-- EXTRACTED ENTRIES follows --

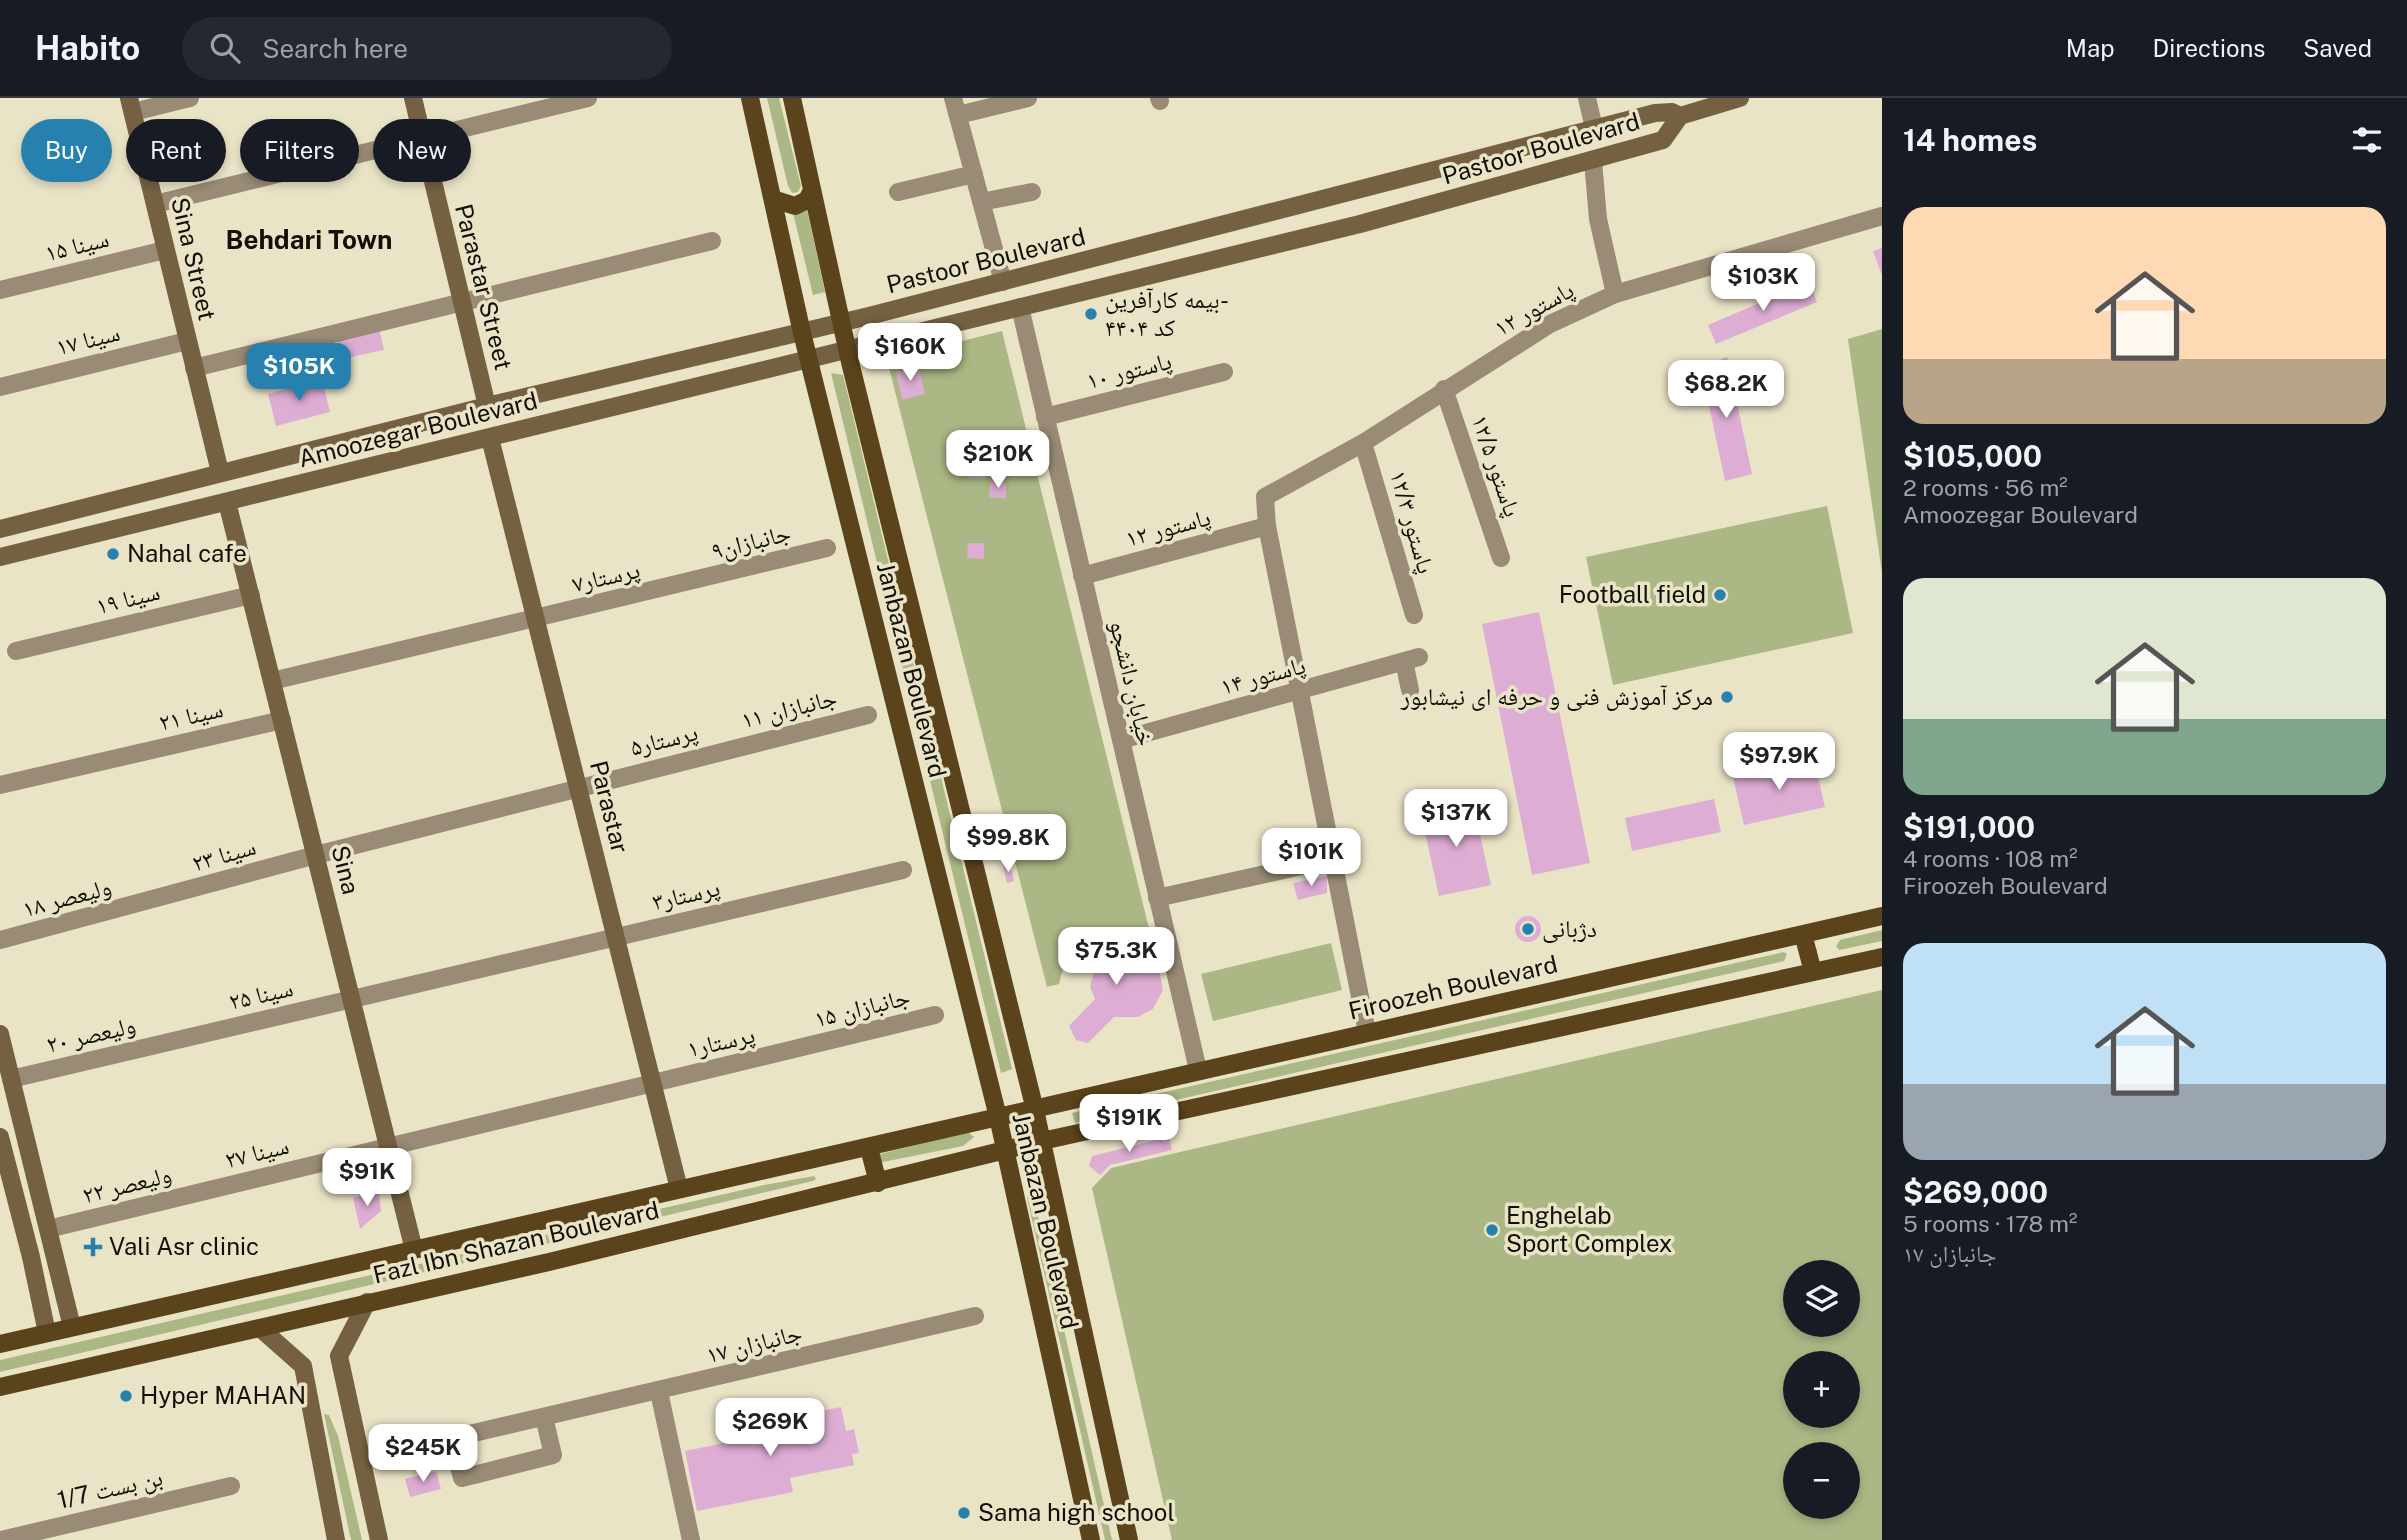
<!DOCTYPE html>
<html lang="en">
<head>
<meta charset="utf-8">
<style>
	body { margin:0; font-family:"Public Sans","Noto Naskh Arabic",sans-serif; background:#242831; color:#f1f3f6; height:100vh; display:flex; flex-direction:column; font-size:26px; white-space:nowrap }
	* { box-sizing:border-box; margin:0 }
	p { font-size:23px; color:#9ea1a6 }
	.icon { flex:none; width:38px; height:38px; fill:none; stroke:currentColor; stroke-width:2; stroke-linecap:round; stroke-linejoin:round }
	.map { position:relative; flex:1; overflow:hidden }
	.sheet { display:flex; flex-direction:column; background:#171b24; width:525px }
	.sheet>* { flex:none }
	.banner { position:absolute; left:21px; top:21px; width:665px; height:63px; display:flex; gap:14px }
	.buttons { position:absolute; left:1783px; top:1162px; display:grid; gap:14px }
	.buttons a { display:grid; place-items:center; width:77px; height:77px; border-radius:50%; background:#171b24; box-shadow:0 4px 10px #0003; font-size:35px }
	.price { position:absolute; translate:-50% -60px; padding:0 16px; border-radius:14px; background:#fff; color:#222; font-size:23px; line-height:46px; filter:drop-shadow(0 2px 4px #0008) }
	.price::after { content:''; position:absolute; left:50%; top:42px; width:21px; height:16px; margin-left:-10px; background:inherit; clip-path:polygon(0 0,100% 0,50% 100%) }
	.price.active { background:#2681ae; color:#fff }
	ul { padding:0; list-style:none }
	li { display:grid; align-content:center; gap:14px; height:371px; padding:0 21px }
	li span { display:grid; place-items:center; height:217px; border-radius:21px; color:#555 }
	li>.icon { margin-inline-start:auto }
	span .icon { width:126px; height:126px; fill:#fffc; stroke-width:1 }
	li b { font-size:30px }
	h2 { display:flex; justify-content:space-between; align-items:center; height:84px; padding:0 21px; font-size:30px }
	.tag { padding:0 24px; border-radius:32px; background:#171b24; box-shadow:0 4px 10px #0003; font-size:24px; line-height:63px }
	.tag.active { background:#2681ae; color:#fff }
	header { display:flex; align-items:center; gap:42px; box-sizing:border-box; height:98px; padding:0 35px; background:#171b24; border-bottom:2px solid #363941 }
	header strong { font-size:33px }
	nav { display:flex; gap:38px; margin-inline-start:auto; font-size:24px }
	.search { width:490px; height:63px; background:#242831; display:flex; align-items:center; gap:18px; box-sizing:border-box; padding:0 24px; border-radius:38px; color:#9ea1a6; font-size:26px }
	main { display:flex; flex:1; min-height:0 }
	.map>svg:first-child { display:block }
	.green { fill:#abb885; fill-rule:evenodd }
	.building { fill:#deadd4 }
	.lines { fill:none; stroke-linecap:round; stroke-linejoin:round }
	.street { stroke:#998b76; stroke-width:18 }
	.secondary { stroke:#756142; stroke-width:18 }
	.primary { stroke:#5b431b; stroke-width:18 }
	.poi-dot { fill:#2681ae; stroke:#eae4c7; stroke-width:2.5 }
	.labels { text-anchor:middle; stroke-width:7; stroke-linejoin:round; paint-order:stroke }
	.street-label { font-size:24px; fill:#110f06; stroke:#eae4c7 }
	.poi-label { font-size:24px; fill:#110f06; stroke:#eae4c7; text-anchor:start }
	.neighbourhood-label { font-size:26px; font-weight:bold; fill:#110f06; stroke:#eae4c7 }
</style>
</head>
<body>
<header>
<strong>Habito</strong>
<div class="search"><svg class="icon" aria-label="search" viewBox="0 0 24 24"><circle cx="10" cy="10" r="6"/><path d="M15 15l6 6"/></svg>Search here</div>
<nav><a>Map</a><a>Directions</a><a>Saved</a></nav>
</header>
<main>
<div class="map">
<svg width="1882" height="1442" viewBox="0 0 1882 1442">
	<rect width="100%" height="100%" fill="#eae4c7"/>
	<!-- green -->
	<path class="green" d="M767,0H779L801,88L798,94L792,95L788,88Z
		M807,112L825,194L813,197L793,115Z
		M1882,231V475L1848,241Z
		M1002,233L1155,855L1136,846L1110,849L1100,835L1069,849L1059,886L1047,889L887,262Z
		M831,275L843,277L1012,971L1001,975Z
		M1827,408L1853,535L1613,587L1586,459Z
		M1882,832V843L1839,852L1836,848L1840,842Z
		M1331,845L1342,892L1213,923L1201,876Z
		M1784,854L1787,856L1784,863L1075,1025L1072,1015Z
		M1882,892V1442H1172L1092,1090L1111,1070ZM1796,1174H1848V1227H1796ZM1796,1265H1848V1318H1796ZM1796,1356H1848V1409H1796Z
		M968,1034L974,1039L963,1048L878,1065L880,1056Z
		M814,1078L816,1081L813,1083L0,1274V1262L764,1087Z
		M1032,1092L1112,1442H1105L1027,1100Z
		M324,1316L329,1317L338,1338L362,1442H351Z"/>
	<!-- building -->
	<path class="building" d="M1882,150V177L1873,153Z
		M1809,184L1817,204L1716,246L1708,227Z
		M379,230L384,252L341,261L337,239Z
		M1727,259L1752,376L1725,383L1701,270Z
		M919,269L925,296L902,302L896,274Z
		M322,282L330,314L276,328L268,296Z
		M970,364H986L985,380H969Z
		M990,384L1006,385V400H989Z
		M968,445H984V461L967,460Z
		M1539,514L1590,765L1532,777L1482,526Z
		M1814,662L1825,709L1744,727L1733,680Z
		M1714,701L1721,734L1632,753L1625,720Z
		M1473,704L1491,787L1439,798L1421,716Z
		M1010,766L1014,783L1007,785L1003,768Z
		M1327,778V795L1298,802L1293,785Z
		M1515 831a13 13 0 1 1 26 0a13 13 0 1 1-26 0Z
		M1098,837L1110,855L1133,851L1147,856L1158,868L1163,892L1153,911L1138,919H1114L1088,945L1076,942L1069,928L1095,901L1090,889L1095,870L1071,850Z
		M1169,1039L1172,1052L1110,1067L1100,1077L1089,1068L1092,1058Z
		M379,1094L381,1113L360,1131L353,1100Z
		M841,1309L846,1333L854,1331L859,1355L852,1356L854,1367L790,1380L793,1394L697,1413L685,1353L734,1343L736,1330Z
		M436,1373L441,1391L410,1399L405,1381Z"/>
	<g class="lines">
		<!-- street -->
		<path class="street" d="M953,0L1003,184
			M1159,0L1160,3
			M1587,0L1594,30
			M133,14L190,0
			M958,17L1028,0
			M1593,63L1598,121L1615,196
			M898,94L974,76
			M981,104L1032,94
			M155,106L588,0
			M0,192L165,152
			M1020,209L1198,972
			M194,270L712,143
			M0,289L187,243
			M1444,291L1501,460
			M1045,319L1224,274
			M1363,345L1414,517
			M1082,478L1267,428
			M16,553L251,497
			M1404,563L1410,592
			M272,583L827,450
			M1121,642L1419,559
			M0,687L282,622
			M1157,800L1333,761
			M0,842L316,757L868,617
			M1367,934L1267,428L1265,399L1363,345L1550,226L1615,196L1882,118
			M11,981L903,772
			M48,1131L935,917
			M659,1294L691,1442
			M544,1319L553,1357L462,1380L452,1340L975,1218
			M1,1442L231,1388"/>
		<!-- secondary -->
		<path class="secondary" d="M129,0L220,374
			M413,0L487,308
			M1680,18L1740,0
			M490,340L679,1091
			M227,404L414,1152
			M0,431L487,308L869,218L1655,15L1672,14L1680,18
			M0,459L1360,126L1663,42L1680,18
			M0,936L72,1229
			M0,1039L31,1159L47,1235
			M367,1204L339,1258L379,1442
			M260,1230L303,1268L336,1442"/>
		<!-- primary -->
		<path class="primary" d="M750,0L802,235L998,1019L1091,1442
			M792,0L850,264L1035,1012L1129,1442
			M773,101L795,108L807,102L812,92
			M1803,836L1813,874
			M869,1050L878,1085
			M0,1246L1882,818
			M0,1289L549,1164L1042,1043L1882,859"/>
	</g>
	<!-- markers -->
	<g class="poi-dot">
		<circle cx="1091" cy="216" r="7"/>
		<circle cx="113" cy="456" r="7"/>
		<circle cx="1720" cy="497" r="7"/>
		<circle cx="1727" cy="599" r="7"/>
		<circle cx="1528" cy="831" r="7"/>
		<circle cx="1492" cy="1132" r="7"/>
		<path d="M89.5 1138.5h7v7h7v7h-7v7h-7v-7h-7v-7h7z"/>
		<circle cx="126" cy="1298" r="7"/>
		<circle cx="964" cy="1415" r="7"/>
	</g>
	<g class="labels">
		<!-- street labels -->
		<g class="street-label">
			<text transform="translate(1541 51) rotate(-16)" y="8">Pastoor Boulevard</text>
			<text transform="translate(77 148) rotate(-14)" y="8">سینا ۱۵</text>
			<text transform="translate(193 161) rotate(77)" y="8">Sina Street</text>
			<text transform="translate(986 163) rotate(-14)" y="8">Pastoor Boulevard</text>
			<text transform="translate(483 189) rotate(76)" y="8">Parastar Street</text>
			<text transform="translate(1534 211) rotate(-29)" y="8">۱۲ پاستور</text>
			<text transform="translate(88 242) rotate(-14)" y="8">سینا ۱۷</text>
			<text transform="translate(1129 273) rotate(-14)" y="8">پاستور ۱۰</text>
			<text transform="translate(418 332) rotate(-14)" y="8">Amoozegar Boulevard</text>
			<text transform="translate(1496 368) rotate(71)" y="8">پاستور ۱۲/۵</text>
			<text transform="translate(1412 424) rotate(74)" y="8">پاستور ۱۲/۳</text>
			<text transform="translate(1168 430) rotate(-15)" y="8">پاستور ۱۲</text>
			<text transform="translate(751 444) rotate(-14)" y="8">جانبازان۹</text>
			<text transform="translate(606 479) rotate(-13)" y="8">پرستار۷</text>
			<text transform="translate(128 501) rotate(-14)" y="8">سینا ۱۹</text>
			<text transform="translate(911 572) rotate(76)" y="8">Janbazan Boulevard</text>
			<text transform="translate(1263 578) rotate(-15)" y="8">پاستور ۱۴</text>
			<text transform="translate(1132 585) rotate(77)" y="8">خیابان دانشجو</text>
			<text transform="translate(789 611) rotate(-14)" y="8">جانبازان ۱۱</text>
			<text transform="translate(191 618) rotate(-13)" y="8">سینا ۲۱</text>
			<text transform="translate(664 642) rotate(-14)" y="8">پرستار۵</text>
			<text transform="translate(609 709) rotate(76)" y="8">Parastar</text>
			<text transform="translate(224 757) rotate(-16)" y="8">سینا ۲۳</text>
			<text transform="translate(345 772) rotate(76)" y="8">Sina</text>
			<text transform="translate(686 797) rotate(-13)" y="8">پرستار۳</text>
			<text transform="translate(67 800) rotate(-15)" y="8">ولیعصر ۱۸</text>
			<text transform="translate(1453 890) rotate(-13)" y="8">Firoozeh Boulevard</text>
			<text transform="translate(261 897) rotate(-13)" y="8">سینا ۲۵</text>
			<text transform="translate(862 910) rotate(-14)" y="8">جانبازان ۱۵</text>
			<text transform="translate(91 937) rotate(-13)" y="8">ولیعصر ۲۰</text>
			<text transform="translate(721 944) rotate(-13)" y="8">پرستار۱</text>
			<text transform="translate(257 1055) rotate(-14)" y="8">سینا ۲۷</text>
			<text transform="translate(127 1087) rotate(-14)" y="8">ولیعصر ۲۲</text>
			<text transform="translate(1045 1123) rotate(77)" y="8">Janbazan Boulevard</text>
			<text transform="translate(516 1145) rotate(-13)" y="8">Fazl Ibn Shazan Boulevard</text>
			<text transform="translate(754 1246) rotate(-14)" y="8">جانبازان ۱۷</text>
			<text transform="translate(110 1391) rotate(-13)" y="8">بن بست 1/7</text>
		</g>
		<!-- poi labels -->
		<g class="poi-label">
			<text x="1105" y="210">بیمه کارآفرین-<tspan x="1105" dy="28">کد ۴۴۰۴</tspan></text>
			<text x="127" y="464">Nahal cafe</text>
			<text x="1706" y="505" text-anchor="end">Football field</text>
			<text x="1713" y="607" text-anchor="end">مرکز آموزش فنی و حرفه ای نیشابور</text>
			<text x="1542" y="839">دژبانی</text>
			<text x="1506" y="1126">Enghelab<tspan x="1506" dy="28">Sport Complex</tspan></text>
			<text x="109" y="1157">Vali Asr clinic</text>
			<text x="140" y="1306">Hyper MAHAN</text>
			<text x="978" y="1423">Sama high school</text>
		</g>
		<!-- neighbourhood labels -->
		<g class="neighbourhood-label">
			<text x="309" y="151">Behdari Town</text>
		</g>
	</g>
</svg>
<div class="buttons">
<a><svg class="icon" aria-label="layers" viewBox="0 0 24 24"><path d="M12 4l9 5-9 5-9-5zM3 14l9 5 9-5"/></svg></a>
<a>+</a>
<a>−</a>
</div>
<b class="price" style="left:1763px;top:215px">$103K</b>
<b class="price" style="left:910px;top:285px">$160K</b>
<b class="price active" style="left:299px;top:305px">$105K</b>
<b class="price" style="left:1726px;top:322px">$68.2K</b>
<b class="price" style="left:998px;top:392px">$210K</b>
<b class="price" style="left:1779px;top:694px">$97.9K</b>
<b class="price" style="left:1456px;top:751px">$137K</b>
<b class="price" style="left:1008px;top:776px">$99.8K</b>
<b class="price" style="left:1311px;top:790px">$101K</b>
<b class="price" style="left:1116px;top:889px">$75.3K</b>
<b class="price" style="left:1129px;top:1056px">$191K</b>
<b class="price" style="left:367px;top:1110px">$91K</b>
<b class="price" style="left:770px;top:1360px">$269K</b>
<b class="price" style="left:423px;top:1386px">$245K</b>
<div class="banner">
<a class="tag active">Buy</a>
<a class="tag">Rent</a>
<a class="tag">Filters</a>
<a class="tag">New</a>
</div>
</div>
<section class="sheet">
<h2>14 homes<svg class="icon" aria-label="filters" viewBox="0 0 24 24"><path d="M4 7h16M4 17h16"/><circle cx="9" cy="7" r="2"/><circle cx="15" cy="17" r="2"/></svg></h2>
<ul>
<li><span style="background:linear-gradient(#ffd9b3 70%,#b9a48a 0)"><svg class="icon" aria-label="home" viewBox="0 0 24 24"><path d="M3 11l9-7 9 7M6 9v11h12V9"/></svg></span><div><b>$105,000</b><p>2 rooms · 56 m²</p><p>Amoozegar Boulevard</p></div></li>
<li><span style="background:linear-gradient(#dfe7d0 65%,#7fa58c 0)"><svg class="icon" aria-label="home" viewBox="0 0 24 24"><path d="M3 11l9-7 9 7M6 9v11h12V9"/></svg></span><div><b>$191,000</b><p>4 rooms · 108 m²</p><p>Firoozeh Boulevard</p></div></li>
<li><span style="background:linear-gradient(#bfe0f5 65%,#9aa5b1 0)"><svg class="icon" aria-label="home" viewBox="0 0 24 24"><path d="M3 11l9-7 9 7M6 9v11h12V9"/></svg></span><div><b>$269,000</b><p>5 rooms · 178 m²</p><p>جانبازان ۱۷</p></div></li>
</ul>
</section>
</main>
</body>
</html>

-- EXTRACTED ENTRIES concluded --

**TASK TO CARRY OUT:**
Starting at the line that contains "M379,230L384,252L341,261L337,239Z" and stopping after the line that contains "M227,404L414,1152", write out every line exactly as it appears above, and no other line.

**TASK RESULT:**
		M379,230L384,252L341,261L337,239Z
		M1727,259L1752,376L1725,383L1701,270Z
		M919,269L925,296L902,302L896,274Z
		M322,282L330,314L276,328L268,296Z
		M970,364H986L985,380H969Z
		M990,384L1006,385V400H989Z
		M968,445H984V461L967,460Z
		M1539,514L1590,765L1532,777L1482,526Z
		M1814,662L1825,709L1744,727L1733,680Z
		M1714,701L1721,734L1632,753L1625,720Z
		M1473,704L1491,787L1439,798L1421,716Z
		M1010,766L1014,783L1007,785L1003,768Z
		M1327,778V795L1298,802L1293,785Z
		M1515 831a13 13 0 1 1 26 0a13 13 0 1 1-26 0Z
		M1098,837L1110,855L1133,851L1147,856L1158,868L1163,892L1153,911L1138,919H1114L1088,945L1076,942L1069,928L1095,901L1090,889L1095,870L1071,850Z
		M1169,1039L1172,1052L1110,1067L1100,1077L1089,1068L1092,1058Z
		M379,1094L381,1113L360,1131L353,1100Z
		M841,1309L846,1333L854,1331L859,1355L852,1356L854,1367L790,1380L793,1394L697,1413L685,1353L734,1343L736,1330Z
		M436,1373L441,1391L410,1399L405,1381Z"/>
	<g class="lines">
		<!-- street -->
		<path class="street" d="M953,0L1003,184
			M1159,0L1160,3
			M1587,0L1594,30
			M133,14L190,0
			M958,17L1028,0
			M1593,63L1598,121L1615,196
			M898,94L974,76
			M981,104L1032,94
			M155,106L588,0
			M0,192L165,152
			M1020,209L1198,972
			M194,270L712,143
			M0,289L187,243
			M1444,291L1501,460
			M1045,319L1224,274
			M1363,345L1414,517
			M1082,478L1267,428
			M16,553L251,497
			M1404,563L1410,592
			M272,583L827,450
			M1121,642L1419,559
			M0,687L282,622
			M1157,800L1333,761
			M0,842L316,757L868,617
			M1367,934L1267,428L1265,399L1363,345L1550,226L1615,196L1882,118
			M11,981L903,772
			M48,1131L935,917
			M659,1294L691,1442
			M544,1319L553,1357L462,1380L452,1340L975,1218
			M1,1442L231,1388"/>
		<!-- secondary -->
		<path class="secondary" d="M129,0L220,374
			M413,0L487,308
			M1680,18L1740,0
			M490,340L679,1091
			M227,404L414,1152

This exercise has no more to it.